Which lines of the records below contain the word "numbered"? Report each of them in full.

=== Data for this exercise ===
===

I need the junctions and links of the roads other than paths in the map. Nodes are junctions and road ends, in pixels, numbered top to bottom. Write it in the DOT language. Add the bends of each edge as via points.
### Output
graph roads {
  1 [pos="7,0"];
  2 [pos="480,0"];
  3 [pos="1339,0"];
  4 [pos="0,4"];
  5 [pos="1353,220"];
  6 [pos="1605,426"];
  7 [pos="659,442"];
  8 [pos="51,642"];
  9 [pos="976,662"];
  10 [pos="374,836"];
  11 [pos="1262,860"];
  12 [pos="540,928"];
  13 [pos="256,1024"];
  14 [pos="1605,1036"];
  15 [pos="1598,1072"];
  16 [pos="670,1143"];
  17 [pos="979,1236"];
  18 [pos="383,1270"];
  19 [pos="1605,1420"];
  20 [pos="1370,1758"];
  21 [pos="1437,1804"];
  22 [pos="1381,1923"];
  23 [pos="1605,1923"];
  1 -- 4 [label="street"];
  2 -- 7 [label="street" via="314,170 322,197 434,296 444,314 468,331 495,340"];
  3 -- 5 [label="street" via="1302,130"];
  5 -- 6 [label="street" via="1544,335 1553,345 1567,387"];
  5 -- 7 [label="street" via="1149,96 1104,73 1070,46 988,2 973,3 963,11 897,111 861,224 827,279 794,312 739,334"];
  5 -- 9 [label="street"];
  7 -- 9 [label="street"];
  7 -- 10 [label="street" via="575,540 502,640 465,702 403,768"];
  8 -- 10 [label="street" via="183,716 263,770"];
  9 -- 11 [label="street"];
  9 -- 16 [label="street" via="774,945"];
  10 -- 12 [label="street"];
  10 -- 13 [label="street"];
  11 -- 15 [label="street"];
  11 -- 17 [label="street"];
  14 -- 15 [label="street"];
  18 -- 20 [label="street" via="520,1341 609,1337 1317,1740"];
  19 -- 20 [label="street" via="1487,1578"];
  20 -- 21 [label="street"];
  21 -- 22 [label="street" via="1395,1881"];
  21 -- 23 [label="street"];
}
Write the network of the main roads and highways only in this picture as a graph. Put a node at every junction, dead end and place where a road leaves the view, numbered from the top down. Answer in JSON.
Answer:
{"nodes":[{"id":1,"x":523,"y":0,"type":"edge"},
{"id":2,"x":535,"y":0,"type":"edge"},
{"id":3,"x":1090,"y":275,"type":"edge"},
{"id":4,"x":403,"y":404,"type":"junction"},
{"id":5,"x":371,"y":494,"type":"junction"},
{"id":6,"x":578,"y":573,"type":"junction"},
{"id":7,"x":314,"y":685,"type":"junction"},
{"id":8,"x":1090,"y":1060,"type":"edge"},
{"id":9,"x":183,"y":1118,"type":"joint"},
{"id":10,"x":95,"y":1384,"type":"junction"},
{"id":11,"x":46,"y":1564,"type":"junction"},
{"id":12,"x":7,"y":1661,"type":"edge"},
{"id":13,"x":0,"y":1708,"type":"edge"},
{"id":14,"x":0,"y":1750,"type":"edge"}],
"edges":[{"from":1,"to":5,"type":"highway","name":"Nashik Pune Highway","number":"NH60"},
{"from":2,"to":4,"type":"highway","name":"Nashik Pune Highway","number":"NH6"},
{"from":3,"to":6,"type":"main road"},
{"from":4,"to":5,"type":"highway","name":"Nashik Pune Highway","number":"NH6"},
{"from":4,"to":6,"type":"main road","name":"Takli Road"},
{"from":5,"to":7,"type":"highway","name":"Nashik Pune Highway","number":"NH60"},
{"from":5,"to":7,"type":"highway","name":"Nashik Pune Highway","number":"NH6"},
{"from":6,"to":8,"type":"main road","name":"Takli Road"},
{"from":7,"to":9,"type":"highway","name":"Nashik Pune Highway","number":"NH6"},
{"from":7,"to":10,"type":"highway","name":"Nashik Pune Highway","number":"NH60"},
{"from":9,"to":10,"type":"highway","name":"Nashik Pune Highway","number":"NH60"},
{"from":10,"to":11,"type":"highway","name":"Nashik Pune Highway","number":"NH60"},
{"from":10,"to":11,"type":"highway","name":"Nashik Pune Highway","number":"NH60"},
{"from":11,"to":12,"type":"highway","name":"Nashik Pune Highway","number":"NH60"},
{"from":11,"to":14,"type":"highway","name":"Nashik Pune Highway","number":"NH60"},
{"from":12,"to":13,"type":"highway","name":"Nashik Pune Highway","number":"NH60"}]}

===

=== Exercise solution ===
I need the junctions and links of the roads other than paths in the map. Nodes are junctions and road ends, in pixels, numbered top to bottom. Write it in the DOT language. Add the bends of each edge as via points.
Write the network of the main roads and highways only in this picture as a graph. Put a node at every junction, dead end and place where a road leaves the view, numbered from the top down. Answer in JSON.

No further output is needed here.